Human keypoint data:
= Beginning of Section =
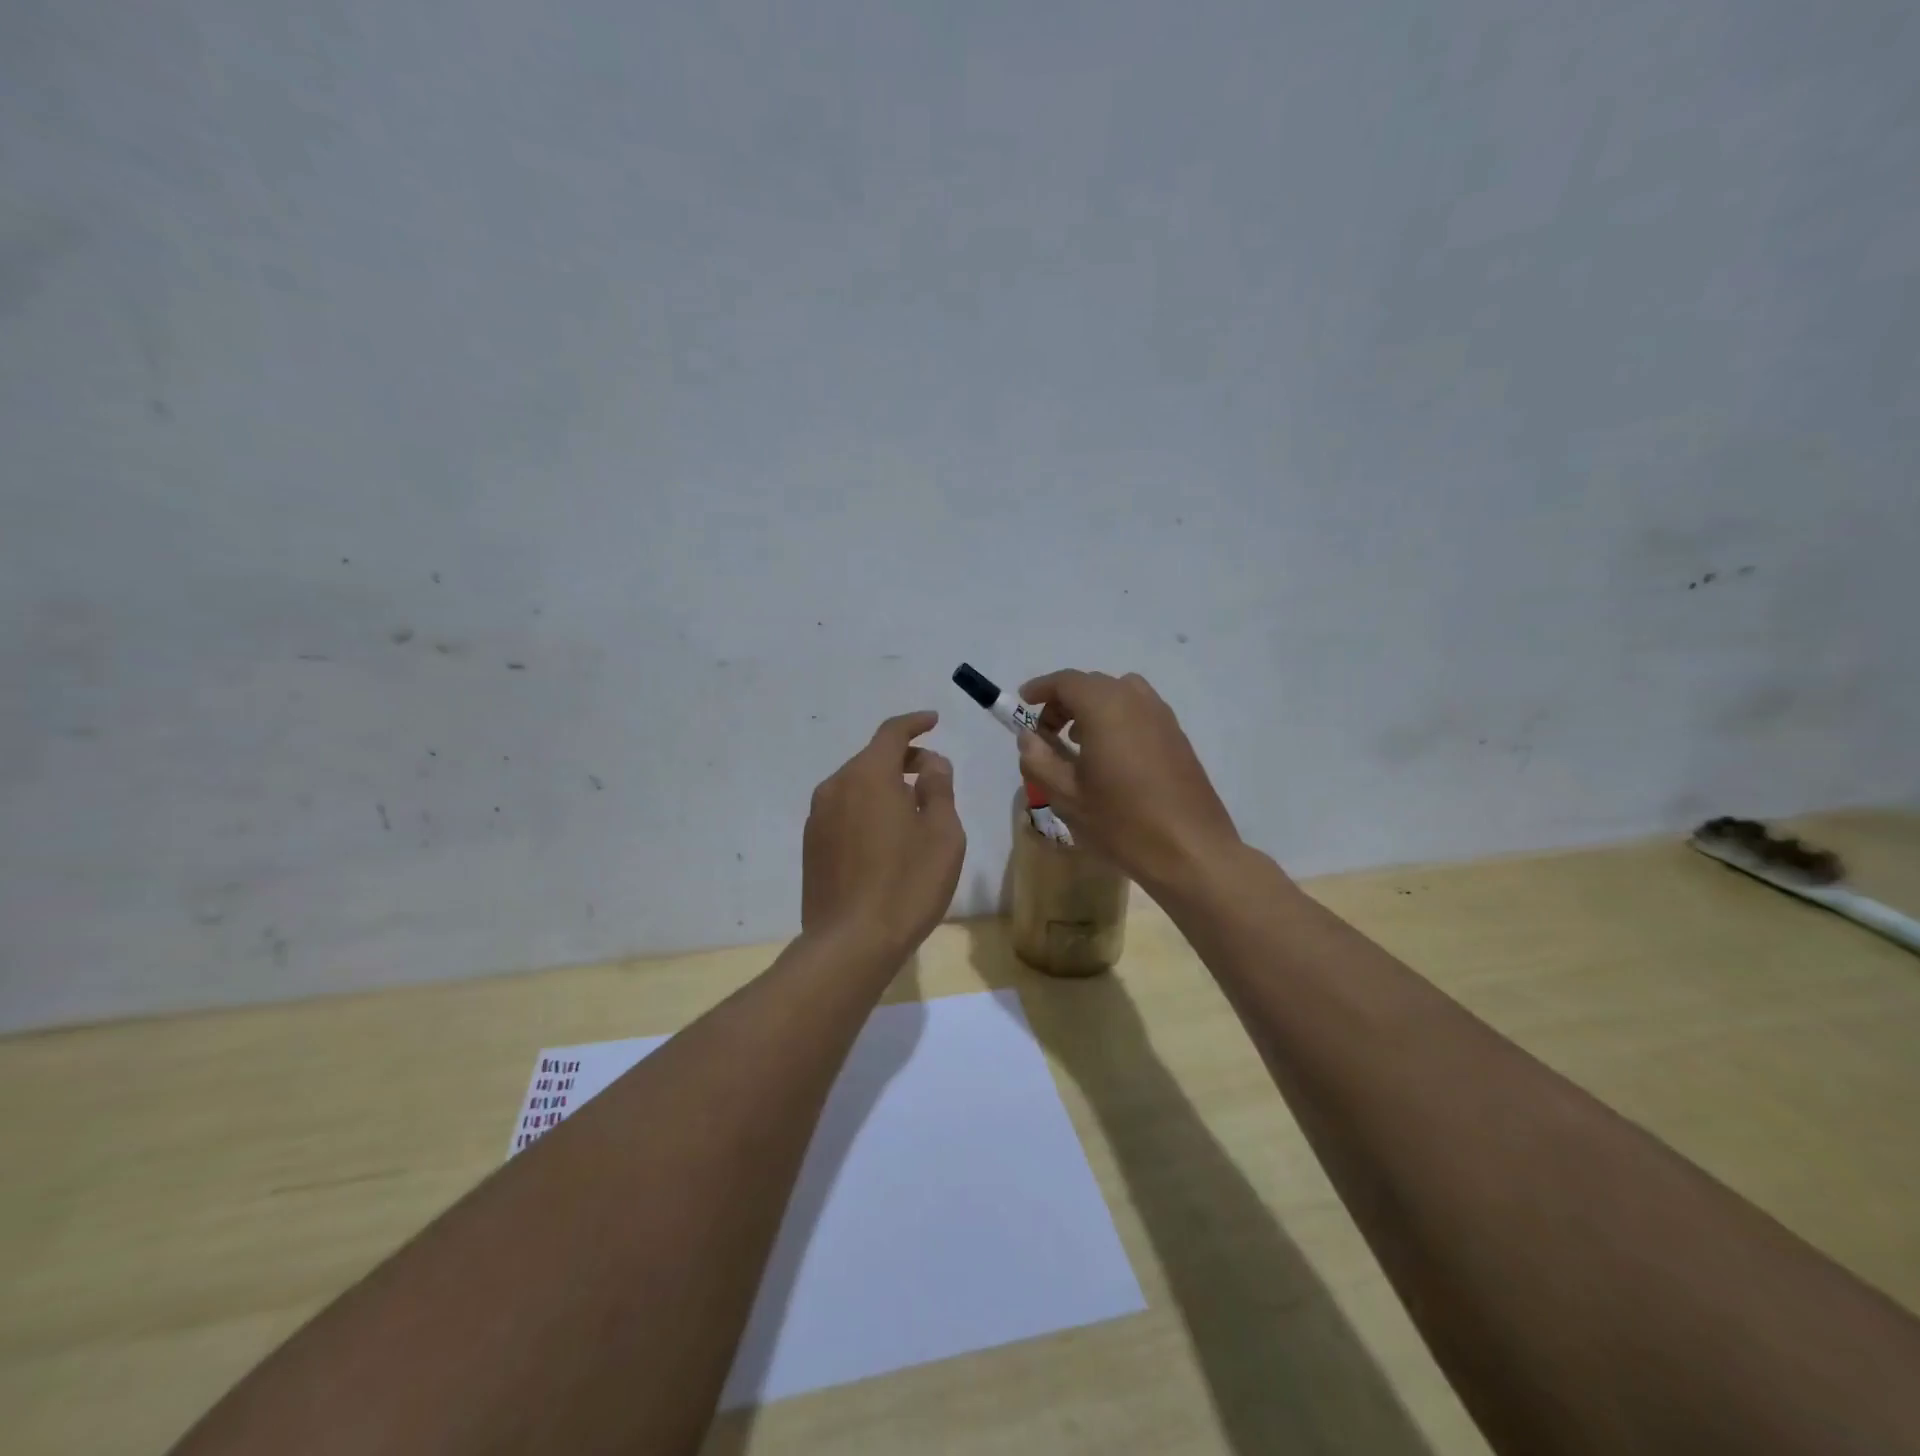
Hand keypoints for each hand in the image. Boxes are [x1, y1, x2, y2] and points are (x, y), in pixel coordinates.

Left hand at [802, 711, 965, 959]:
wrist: (850, 943)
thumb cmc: (906, 884)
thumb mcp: (942, 834)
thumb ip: (938, 789)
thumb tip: (931, 764)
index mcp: (868, 776)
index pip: (891, 733)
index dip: (914, 723)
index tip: (933, 721)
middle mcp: (836, 787)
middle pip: (872, 758)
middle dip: (904, 759)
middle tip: (934, 775)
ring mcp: (818, 818)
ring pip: (856, 786)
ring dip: (885, 786)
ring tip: (913, 810)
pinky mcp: (812, 846)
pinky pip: (844, 811)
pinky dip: (867, 809)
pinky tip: (886, 838)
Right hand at [1016, 670, 1240, 892]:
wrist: (1191, 850)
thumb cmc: (1121, 822)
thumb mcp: (1066, 796)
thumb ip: (1038, 760)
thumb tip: (1028, 737)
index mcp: (1105, 707)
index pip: (1066, 681)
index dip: (1041, 689)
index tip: (1023, 703)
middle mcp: (1136, 700)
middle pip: (1092, 684)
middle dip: (1064, 701)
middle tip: (1046, 732)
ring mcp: (1162, 716)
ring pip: (1119, 694)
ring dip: (1092, 708)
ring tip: (1077, 742)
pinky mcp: (1177, 736)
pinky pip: (1139, 711)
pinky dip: (1116, 718)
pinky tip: (1110, 756)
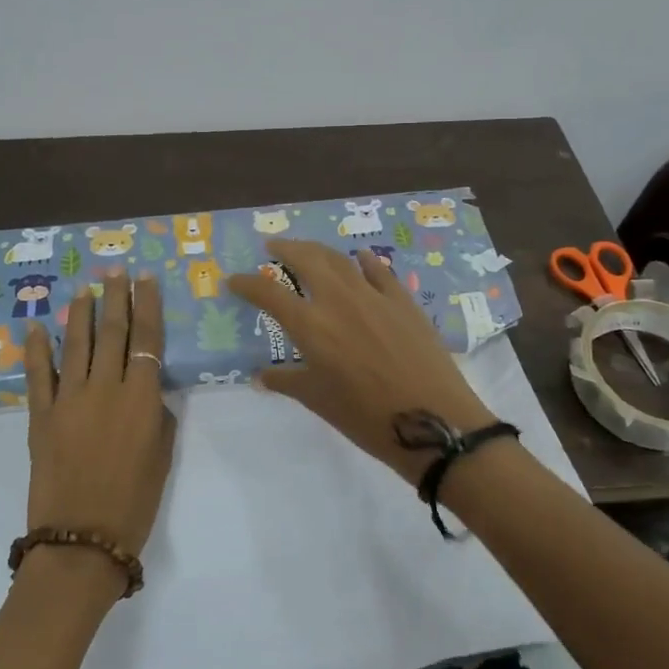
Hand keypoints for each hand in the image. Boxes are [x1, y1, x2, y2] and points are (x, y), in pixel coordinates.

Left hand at [22, 271, 176, 569]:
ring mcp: (68, 399)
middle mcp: (104, 388)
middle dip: (115, 297)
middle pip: (111, 332)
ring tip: (84, 289)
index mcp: (141, 398)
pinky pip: (38, 375)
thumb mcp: (161, 455)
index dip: (147, 305)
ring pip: (75, 345)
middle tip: (115, 271)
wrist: (82, 538)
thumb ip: (156, 415)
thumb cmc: (134, 502)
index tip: (146, 279)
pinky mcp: (40, 416)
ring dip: (80, 314)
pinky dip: (36, 350)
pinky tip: (35, 328)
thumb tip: (146, 390)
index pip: (146, 339)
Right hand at [228, 240, 493, 485]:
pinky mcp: (403, 301)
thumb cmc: (367, 417)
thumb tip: (261, 376)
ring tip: (308, 250)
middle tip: (273, 247)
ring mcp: (374, 296)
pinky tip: (359, 258)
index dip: (247, 284)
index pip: (269, 294)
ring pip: (340, 259)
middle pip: (306, 259)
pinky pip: (379, 271)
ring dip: (319, 250)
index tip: (234, 280)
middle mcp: (339, 300)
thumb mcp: (319, 401)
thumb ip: (287, 382)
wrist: (434, 421)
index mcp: (311, 326)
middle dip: (285, 249)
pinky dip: (364, 261)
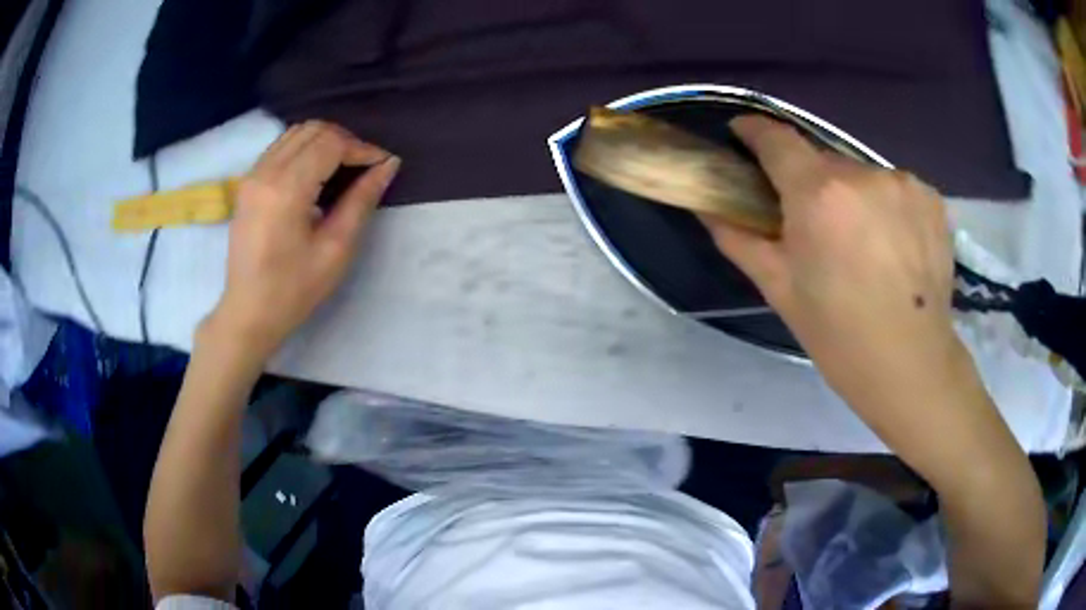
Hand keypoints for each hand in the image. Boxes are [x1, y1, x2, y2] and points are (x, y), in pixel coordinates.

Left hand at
= End of Section =
» **Work item**
An exact copy of the lines above, from the one containing "index mcp: (141, 398)" through the one containing "ring mcp: (374, 296)", is the whole of the answer.

» **Problem solution**
index mcp: (141, 398)
pinky pip: (38, 375)
thumb mcp: (161, 455)
index dip: (147, 305)
ring pip: (75, 345)
middle tip: (115, 271)
wrist: (82, 538)
thumb ip: (156, 415)
thumb cmc: (134, 502)
index tip: (146, 279)
pinky mcp: (40, 416)
ring dip: (80, 314)
pinky dip: (36, 350)
pinky tip: (35, 328)
thumb tip: (146, 390)
index pip: (146, 339)
Right hand at [228, 240, 493, 485]:
pinky mcp: (403, 301)
thumb cmc: (367, 417)
thumb tip: (261, 376)
ring tip: (308, 250)
middle tip: (273, 247)
ring mcp: (374, 296)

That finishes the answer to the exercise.